Nothing I’ve done so far has gotten through, so I thought I’d try something new: write about the one love I lost. Your absence walks through the door every single day- Neelam Kheterpal, lovingly known as ‘bebe’, was the epitome of love, and the heart that beats at the centre of my family. A part of me will always wonder why, you were just 16 but here’s to a lifetime of remembering you.

Dadi was a woman of unparalleled style, she could beat anyone in the room. She had crazy energy when she was around people she loved. She was non-stop, whether it came to being in the kitchen for all her “bachhas”, or the Barbie stories she told me where, obviously, I was the fabulous Barbie herself. Be it a puja or a party, she danced with the same joy, leaving everyone else breathless, therefore we always called her the youngest in our family. She wanted to try everything, and had time for everyone. She loved doting on hot Hollywood actors just as much as she loved doting on Krishan Ji. She spoilt all of us, in her own way. 

Photo Credits: Khushi Kheterpal

She knew the value of having strong bonds, of spending time with people you love, of making a true effort in everything she did. Her love (often mistaken for her ghee) only flowed. 

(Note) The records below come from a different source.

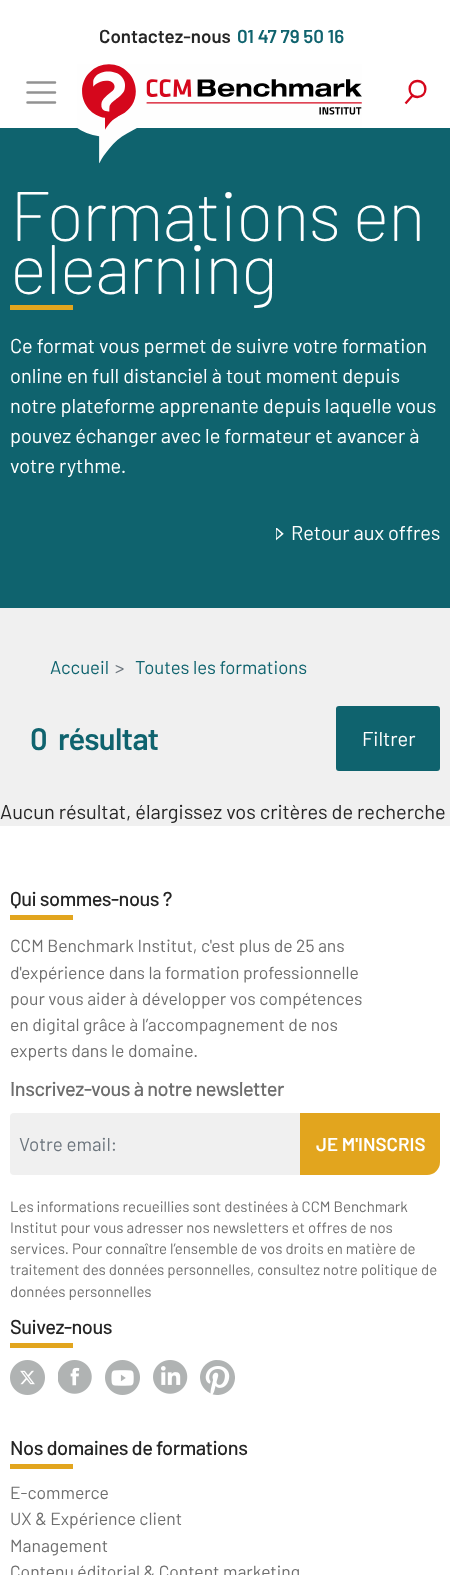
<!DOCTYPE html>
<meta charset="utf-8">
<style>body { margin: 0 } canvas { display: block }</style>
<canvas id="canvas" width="450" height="1575"></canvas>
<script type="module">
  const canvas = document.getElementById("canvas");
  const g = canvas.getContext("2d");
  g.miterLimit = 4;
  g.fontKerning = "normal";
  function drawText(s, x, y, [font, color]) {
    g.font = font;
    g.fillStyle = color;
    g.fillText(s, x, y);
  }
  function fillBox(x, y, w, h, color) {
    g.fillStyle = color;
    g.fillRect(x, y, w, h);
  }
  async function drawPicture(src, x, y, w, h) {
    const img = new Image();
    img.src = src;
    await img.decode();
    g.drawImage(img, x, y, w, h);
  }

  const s1 = ["600 18.75px Barlow", "#252525"];
  const s2 = ["600 18.75px Barlow", "#0F636E"];
  const s3 = ["200 70px Barlow", "#FFFFFF"];
  const s4 = ["20px Barlow", "#FFFFFF"];
  const s5 = ["18.5px Barlow", "#0F636E"];
  const s6 = ["18.5px Barlow", "#6C757D"];
  const s7 = ["600 31px Barlow", "#0F636E"];
  const s8 = ["20px Barlow", "#252525"];
  const s9 = ["500 20px Barlow", "#252525"];
  const s10 = ["17.5px Barlow", "#6E6E6E"];
  const s11 = ["500 20px Barlow", "#6E6E6E"];
  const s12 = ["18.75px Barlow", "#6C757D"];
  const s13 = ["600 18.75px Barlow", "#FFFFFF"];
  const s14 = ["15px Barlow", "#6E6E6E"];

  fillBox(0, 0, 450, 1575, "#F0F0F0");
  fillBox(0, 0, 450, 128, "#FFFFFF");
  drawText("Contactez-nous", 99, 43, s1);
  drawText("01 47 79 50 16", 237, 43, s2);
  g.beginPath();
  g.moveTo(27.5, 82.5);
  g.lineTo(55, 82.5);
  g.moveTo(27.5, 92.5);
  g.lineTo(55, 92.5);
  g.moveTo(27.5, 102.5);
  g.lineTo(55, 102.5);
  g.strokeStyle = "#929292";
  g.lineWidth = 2.5;
  g.lineCap = "round";
  g.stroke();
  fillBox(0, 128, 450, 480, "#0F636E");
  await drawPicture("pic1.png", 77, 64, 285, 100);
  g.beginPath();
  g.moveTo(417.5, 97);
  g.bezierCurveTo(428, 97, 428, 81, 417.5, 81);
  g.bezierCurveTo(407, 81, 407, 97, 417.5, 97);
  g.closePath();
  g.moveTo(413, 95);
  g.lineTo(405.5, 103.5);
  g.strokeStyle = "#D5071C";
  g.lineWidth = 2.3;
  g.lineCap = "butt";
  g.stroke();
  g.letterSpacing = "-1.4px";
  drawText("Formations en", 10, 241, s3);
  drawText("elearning", 10, 294, s3);
  fillBox(10, 305, 63, 5, "#E2A51E");
  g.letterSpacing = "0px";
  drawText("Ce format vous permet de suivre votre formation", 10, 353, s4);
  drawText("online en full distanciel à tout moment depuis", 10, 383, s4);
  drawText("notre plateforme apprenante depuis laquelle vous", 10, 413, s4);
  drawText("pouvez échanger avec le formateur et avancer à", 10, 443, s4);
  drawText("votre rythme.", 10, 473, s4);
  await drawPicture("pic2.png", 276, 528, 8, 13);
  drawText("Retour aux offres", 291, 540, s4);
  drawText("Accueil", 50, 674, s5);
  drawText(">", 115, 674, s6);
  drawText("Toutes les formations", 135, 674, s5);
  g.letterSpacing = "-0.75px";
  drawText("0", 30, 750, s7);
  drawText("résultat", 58, 750, s7);
  g.beginPath();
  g.roundRect(337.5, 707.5, 101, 62, 1.5);
  g.fill();
  g.strokeStyle = "#0F636E";
  g.lineWidth = 3;
  g.stroke();
  g.letterSpacing = "0px";
  drawText("Filtrer", 362, 746, s4);
  drawText("Aucun résultat, élargissez vos critères de recherche", 0, 819, s8);
  fillBox(0, 826, 450, 749, "#FFFFFF");
  g.letterSpacing = "-0.45px";
  drawText("Qui sommes-nous ?", 10, 906, s9);
  fillBox(10, 915, 63, 5, "#E2A51E");
  g.letterSpacing = "0px";
  drawText("CCM Benchmark Institut, c'est plus de 25 ans", 10, 952, s10);
  drawText("d'expérience dans la formation professionnelle", 10, 979, s10);
  drawText("pour vous aider à développer vos compétences", 10, 1005, s10);
  drawText("en digital grâce à l’accompagnement de nos", 10, 1031, s10);
  drawText("experts dans le domaine.", 10, 1057, s10);
  g.letterSpacing = "-0.45px";
  drawText("Inscrivez-vous à notre newsletter", 10, 1096, s11);
  g.fillStyle = "#F0F0F0";
  g.beginPath();
  g.roundRect(10, 1113, 291, 62, [4, 0, 0, 4]);
  g.fill();
  g.letterSpacing = "0px";
  drawText("Votre email:", 19, 1151, s12);
  g.fillStyle = "#E2A51E";
  g.beginPath();
  g.roundRect(301.5, 1114.5, 137, 59, [0, 0, 11.5, 0]);
  g.fill();
  g.strokeStyle = "#E2A51E";
  g.stroke();
  drawText("JE M'INSCRIS", 316, 1151, s13);
  drawText("Les informations recueillies sont destinées à CCM Benchmark", 10, 1212, s14);
  drawText("Institut pour vous adresser nos newsletters et offres de nos", 10, 1233, s14);
  drawText("services. Pour connaître l’ensemble de vos droits en matière de", 10, 1254, s14);
  drawText("traitement des données personnelles, consultez notre politique de", 10, 1275, s14);
  drawText("données personnelles", 10, 1297, s14);
  g.letterSpacing = "-0.45px";
  drawText("Suivez-nous", 10, 1334, s9);
  fillBox(10, 1343, 63, 5, "#E2A51E");
  await drawPicture("pic3.png", 10, 1360, 35, 35);
  await drawPicture("pic4.png", 58, 1360, 34, 34);
  await drawPicture("pic5.png", 105, 1360, 35, 35);
  await drawPicture("pic6.png", 153, 1360, 35, 34);
  await drawPicture("pic7.png", 200, 1360, 35, 35);
  drawText("Nos domaines de formations", 10, 1455, s9);
  fillBox(10, 1464, 63, 5, "#E2A51E");
  g.letterSpacing = "0px";
  drawText("E-commerce", 10, 1499, s10);
  drawText("UX & Expérience client", 10, 1525, s10);
  drawText("Management", 10, 1552, s10);
  drawText("Contenu éditorial & Content marketing", 10, 1578, s10);
</script>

In her early life, when a Trend Setters (her own business) bedcover could practically sell itself, Dadi proved to be the best businessperson I’ve ever known. I get it all from her, she taught me how to speak, walk, dress, sell, talk to people. Don’t know how she did it but for the longest time, she managed both her worlds without a trace of being unfair to even one. 

So I grapple now with a tornado of emotions – anger, sadness, and an overwhelming sense of the unfairness of life. It’s a pain that cuts too deep, leaving me searching for meaning in all this. But I know when this cloud clears, I will learn to be surrounded with more emotions: things that she taught me- the value of relationships, “Don’t set unrealistic expectations, but definitely surprise people sometimes”, pure surrender to God, the importance of making friends, being the first to break the ice, “Whoever said a person’s heart isn’t through their stomach is absolutely 100% wrong”, the joy of forgiveness, the joy of living in the moment, and just having an unending regard for life. 

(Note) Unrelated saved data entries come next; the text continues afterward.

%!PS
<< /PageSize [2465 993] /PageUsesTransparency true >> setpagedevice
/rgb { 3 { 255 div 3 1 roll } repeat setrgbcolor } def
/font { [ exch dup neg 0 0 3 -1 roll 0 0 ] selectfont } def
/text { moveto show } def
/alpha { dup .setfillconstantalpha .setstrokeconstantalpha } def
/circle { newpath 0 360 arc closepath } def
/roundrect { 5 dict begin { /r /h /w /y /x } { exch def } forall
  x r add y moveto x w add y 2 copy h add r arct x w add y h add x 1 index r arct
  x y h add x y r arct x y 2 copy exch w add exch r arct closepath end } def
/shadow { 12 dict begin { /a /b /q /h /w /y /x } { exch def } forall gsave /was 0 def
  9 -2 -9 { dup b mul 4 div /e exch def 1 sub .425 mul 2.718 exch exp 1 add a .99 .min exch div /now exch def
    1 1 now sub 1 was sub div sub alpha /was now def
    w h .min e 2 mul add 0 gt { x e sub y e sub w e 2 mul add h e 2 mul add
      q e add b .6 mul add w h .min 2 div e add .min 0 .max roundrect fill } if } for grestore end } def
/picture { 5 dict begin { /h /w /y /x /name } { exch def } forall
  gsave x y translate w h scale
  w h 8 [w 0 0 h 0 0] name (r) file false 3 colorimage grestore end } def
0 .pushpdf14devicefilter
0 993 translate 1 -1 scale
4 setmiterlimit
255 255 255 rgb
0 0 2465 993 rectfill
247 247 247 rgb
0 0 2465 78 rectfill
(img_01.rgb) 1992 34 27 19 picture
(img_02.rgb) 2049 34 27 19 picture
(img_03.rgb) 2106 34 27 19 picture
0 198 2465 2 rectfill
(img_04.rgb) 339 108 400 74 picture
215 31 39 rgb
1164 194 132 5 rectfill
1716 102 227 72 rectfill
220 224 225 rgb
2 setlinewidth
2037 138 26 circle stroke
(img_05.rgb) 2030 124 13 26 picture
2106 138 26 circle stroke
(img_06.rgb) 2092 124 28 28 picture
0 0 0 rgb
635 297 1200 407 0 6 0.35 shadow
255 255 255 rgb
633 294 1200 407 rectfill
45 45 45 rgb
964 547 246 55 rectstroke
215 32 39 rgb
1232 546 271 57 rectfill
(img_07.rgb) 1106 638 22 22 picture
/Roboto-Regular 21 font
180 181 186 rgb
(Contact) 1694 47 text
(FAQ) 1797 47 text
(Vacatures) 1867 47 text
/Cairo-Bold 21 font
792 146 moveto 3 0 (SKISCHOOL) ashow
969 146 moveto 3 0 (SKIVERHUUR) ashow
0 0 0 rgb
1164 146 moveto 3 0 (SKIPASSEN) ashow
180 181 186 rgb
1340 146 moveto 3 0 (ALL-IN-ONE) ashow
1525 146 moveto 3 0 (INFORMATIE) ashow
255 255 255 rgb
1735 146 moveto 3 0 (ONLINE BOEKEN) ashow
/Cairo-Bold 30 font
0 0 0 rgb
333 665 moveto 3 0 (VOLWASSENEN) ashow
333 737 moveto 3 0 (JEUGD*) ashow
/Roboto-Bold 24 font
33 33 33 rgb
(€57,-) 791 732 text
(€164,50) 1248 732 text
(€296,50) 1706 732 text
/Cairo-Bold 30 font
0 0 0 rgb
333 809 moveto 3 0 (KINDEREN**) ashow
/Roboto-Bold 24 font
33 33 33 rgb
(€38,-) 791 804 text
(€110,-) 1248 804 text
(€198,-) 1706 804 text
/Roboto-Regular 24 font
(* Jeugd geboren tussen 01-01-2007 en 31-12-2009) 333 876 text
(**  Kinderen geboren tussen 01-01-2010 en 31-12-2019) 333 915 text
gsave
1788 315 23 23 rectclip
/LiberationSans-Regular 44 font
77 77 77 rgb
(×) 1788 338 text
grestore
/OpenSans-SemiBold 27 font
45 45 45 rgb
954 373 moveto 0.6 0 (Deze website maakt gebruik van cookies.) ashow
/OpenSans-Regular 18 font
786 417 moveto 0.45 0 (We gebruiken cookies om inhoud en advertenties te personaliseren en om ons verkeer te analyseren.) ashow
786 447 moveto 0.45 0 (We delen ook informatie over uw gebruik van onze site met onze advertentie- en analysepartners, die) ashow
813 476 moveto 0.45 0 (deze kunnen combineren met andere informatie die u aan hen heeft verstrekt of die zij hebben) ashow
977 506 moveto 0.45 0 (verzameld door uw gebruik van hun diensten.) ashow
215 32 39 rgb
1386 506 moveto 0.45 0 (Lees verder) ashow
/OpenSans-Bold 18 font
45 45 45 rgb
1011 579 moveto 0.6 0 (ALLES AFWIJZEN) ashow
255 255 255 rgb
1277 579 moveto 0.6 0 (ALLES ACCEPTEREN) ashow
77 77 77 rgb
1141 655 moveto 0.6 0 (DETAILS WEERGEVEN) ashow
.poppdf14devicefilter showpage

I will learn to find solace in the fact that she is on her way to HER favourite, her papa. I will learn to find solace in the fact that she lived every single moment to her fullest- The fact that her, and only her, knew the true meaning of joy. I will find solace because maybe I had done something extraordinary in some life, because in this life I was given time with her.

In bidding farewell to Dadi, I know that I cannot even aspire to be like her, because honestly she was one of a kind. She was my favourite not for all this, but because you could go to the the ends of the world and not meet a person like her. But I also know in the years to come, I will see glimpses of her in food, music, laughter, dancing, bedcovers, foot massages, parathas and when someone caresses me on the head lovingly. 

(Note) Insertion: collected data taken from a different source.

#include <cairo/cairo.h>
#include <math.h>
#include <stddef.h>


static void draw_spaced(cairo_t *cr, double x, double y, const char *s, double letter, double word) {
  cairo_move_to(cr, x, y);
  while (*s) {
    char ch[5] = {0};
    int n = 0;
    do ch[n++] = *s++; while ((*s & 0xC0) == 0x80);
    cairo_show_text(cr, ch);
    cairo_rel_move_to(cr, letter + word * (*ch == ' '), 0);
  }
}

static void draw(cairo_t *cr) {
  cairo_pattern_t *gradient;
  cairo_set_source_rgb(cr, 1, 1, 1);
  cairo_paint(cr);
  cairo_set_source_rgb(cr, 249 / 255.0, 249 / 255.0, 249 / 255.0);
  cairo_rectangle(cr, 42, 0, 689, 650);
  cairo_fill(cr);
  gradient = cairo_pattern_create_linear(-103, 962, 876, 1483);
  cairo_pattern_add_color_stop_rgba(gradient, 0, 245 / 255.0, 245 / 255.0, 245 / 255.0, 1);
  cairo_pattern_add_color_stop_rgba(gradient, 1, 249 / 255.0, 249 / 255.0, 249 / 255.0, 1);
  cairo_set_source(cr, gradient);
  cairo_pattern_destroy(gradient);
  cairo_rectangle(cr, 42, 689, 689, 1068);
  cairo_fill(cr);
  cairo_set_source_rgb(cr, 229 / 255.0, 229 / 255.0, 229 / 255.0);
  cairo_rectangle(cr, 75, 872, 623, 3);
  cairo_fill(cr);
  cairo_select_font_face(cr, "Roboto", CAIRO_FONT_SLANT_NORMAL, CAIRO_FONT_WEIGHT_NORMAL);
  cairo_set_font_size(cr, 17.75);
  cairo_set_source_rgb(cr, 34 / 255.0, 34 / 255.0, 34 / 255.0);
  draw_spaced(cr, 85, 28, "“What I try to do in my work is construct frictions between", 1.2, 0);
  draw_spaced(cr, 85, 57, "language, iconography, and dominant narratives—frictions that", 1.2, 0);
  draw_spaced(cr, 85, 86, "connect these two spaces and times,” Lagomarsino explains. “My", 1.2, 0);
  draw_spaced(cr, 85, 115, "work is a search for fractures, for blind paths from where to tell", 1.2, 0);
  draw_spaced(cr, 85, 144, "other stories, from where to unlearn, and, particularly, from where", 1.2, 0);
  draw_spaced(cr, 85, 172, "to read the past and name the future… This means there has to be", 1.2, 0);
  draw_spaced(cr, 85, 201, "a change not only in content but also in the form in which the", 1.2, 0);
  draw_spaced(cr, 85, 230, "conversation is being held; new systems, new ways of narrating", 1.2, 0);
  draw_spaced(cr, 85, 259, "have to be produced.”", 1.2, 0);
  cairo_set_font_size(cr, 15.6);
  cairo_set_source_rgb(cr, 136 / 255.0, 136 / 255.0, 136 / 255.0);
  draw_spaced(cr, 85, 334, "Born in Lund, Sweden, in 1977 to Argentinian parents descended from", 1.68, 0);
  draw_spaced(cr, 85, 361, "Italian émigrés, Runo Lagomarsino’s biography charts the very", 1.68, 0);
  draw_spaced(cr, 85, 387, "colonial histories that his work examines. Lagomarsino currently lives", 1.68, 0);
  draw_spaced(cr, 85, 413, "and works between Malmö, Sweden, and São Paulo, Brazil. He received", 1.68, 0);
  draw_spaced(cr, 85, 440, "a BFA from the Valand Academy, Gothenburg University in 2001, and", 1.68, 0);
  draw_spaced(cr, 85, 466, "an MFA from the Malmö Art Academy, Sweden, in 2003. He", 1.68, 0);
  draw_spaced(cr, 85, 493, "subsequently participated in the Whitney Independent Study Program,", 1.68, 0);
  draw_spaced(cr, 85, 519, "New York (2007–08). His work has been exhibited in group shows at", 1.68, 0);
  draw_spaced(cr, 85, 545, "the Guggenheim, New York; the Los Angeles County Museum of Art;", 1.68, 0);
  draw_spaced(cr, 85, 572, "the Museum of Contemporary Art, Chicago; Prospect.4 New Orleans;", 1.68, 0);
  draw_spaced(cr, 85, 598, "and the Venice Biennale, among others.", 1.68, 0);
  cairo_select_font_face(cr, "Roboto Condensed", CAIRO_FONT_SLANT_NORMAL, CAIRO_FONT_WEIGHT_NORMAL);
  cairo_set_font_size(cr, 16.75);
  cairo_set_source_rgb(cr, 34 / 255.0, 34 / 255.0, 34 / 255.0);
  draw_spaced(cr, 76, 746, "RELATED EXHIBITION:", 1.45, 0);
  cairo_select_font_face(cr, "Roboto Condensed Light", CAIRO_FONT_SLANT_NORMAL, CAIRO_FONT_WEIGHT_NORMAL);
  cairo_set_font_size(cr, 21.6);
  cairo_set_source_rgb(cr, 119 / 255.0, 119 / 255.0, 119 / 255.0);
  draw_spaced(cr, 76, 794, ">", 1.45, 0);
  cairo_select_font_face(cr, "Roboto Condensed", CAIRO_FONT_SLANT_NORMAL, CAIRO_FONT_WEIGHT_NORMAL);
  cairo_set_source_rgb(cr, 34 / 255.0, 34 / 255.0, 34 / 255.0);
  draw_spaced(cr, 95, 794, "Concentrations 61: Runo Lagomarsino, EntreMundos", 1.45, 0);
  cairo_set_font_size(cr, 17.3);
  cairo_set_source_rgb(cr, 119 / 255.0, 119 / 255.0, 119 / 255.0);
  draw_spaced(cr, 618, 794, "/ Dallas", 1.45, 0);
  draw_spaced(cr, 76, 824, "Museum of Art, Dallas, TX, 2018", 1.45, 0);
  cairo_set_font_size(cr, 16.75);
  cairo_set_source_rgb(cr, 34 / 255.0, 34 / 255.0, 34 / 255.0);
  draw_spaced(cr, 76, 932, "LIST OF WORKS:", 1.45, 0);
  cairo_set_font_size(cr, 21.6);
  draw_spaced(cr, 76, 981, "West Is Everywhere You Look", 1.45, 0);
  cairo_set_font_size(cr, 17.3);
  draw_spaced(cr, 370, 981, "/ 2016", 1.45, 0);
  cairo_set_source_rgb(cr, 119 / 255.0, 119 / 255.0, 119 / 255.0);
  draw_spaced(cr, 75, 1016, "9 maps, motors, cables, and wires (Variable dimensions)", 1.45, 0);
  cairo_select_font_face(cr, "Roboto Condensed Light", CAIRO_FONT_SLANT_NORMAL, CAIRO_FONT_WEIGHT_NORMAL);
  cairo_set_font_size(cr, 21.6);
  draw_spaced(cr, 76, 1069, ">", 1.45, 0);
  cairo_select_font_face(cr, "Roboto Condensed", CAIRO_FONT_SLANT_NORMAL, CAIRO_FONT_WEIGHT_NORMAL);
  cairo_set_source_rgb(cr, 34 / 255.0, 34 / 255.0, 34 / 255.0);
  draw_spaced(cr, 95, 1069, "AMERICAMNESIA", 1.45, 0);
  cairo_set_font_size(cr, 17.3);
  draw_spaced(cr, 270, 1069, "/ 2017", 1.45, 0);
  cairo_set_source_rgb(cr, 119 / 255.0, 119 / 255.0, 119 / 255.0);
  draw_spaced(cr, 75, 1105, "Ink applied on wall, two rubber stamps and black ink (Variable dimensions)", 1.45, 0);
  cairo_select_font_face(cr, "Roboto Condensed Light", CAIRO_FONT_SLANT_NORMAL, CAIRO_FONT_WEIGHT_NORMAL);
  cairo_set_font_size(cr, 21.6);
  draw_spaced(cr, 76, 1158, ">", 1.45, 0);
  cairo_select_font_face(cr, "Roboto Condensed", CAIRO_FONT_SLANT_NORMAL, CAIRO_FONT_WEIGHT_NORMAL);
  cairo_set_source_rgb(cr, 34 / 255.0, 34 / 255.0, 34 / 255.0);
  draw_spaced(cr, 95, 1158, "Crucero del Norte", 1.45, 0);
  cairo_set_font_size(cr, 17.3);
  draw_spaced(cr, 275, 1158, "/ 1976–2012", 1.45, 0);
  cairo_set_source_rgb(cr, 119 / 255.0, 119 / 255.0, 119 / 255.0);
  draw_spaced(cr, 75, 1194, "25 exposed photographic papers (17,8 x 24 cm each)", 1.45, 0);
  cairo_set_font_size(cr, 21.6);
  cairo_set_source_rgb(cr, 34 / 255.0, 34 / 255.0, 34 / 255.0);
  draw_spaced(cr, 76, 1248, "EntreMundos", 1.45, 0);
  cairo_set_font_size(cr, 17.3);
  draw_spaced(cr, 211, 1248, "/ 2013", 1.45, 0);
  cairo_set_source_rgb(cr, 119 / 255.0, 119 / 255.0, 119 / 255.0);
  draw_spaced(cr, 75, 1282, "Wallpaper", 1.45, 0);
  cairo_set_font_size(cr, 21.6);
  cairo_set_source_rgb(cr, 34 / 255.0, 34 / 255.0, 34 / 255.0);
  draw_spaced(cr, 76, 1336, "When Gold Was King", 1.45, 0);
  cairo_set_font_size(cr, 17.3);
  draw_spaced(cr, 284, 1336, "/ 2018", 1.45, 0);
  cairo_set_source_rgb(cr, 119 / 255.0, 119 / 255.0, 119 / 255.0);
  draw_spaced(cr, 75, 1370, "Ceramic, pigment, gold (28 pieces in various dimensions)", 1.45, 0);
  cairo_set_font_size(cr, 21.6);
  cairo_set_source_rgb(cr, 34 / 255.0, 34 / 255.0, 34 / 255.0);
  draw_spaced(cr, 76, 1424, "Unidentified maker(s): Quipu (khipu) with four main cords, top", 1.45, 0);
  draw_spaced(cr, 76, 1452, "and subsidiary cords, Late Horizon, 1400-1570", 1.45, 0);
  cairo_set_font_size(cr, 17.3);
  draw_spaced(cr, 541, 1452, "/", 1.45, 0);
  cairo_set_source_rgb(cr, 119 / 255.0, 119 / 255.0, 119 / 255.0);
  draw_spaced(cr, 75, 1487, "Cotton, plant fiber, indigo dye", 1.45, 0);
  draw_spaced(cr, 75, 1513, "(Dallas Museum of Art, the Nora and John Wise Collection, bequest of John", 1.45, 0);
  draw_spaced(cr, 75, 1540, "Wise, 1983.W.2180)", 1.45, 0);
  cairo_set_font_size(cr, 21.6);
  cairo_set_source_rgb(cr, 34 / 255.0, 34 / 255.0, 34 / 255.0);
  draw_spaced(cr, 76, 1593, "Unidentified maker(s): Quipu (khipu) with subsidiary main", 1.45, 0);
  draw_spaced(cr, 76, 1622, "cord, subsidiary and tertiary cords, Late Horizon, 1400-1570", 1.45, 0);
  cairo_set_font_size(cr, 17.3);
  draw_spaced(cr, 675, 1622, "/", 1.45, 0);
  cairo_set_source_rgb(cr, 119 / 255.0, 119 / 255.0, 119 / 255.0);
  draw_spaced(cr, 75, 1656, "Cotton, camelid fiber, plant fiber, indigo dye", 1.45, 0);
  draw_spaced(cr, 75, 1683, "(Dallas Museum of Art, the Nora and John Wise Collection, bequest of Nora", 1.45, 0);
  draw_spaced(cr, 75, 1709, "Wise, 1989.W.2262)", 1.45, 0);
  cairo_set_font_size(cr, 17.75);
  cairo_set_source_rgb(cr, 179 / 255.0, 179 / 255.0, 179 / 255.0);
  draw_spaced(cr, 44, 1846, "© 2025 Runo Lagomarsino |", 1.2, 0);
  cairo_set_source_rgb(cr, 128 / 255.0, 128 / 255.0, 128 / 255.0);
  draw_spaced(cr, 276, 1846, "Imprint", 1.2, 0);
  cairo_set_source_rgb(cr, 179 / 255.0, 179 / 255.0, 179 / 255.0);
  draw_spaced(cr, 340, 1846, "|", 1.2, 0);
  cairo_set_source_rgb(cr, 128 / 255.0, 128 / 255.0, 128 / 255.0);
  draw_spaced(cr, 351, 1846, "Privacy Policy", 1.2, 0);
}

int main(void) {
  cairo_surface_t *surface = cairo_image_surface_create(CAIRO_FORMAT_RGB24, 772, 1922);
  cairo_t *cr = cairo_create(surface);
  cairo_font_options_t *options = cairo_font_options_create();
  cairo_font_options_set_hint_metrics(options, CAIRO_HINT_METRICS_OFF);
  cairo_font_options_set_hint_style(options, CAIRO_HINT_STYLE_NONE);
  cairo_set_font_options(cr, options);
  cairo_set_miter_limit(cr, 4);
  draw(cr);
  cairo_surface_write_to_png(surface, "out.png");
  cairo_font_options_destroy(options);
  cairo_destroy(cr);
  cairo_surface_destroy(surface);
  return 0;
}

Photo Credits: Khushi Kheterpal

This past month has been difficult but I know she’ll be happy because she got the kind of attention we always got from her, and left with all things done her way,  and that the last thing she was doing was getting a foot massage, without which she has actually cancelled plans. 

I know when we do, we will only remember her dancing and laughing. And I know by the time I get up there, she would’ve made all the gods overweight, made a solid social circle and retained atleast one maid. And once again, she will dance with me, feed me, pamper me, and love me unconditionally. So until we meet again. Happy Valentine’s Day Dadi, I love you.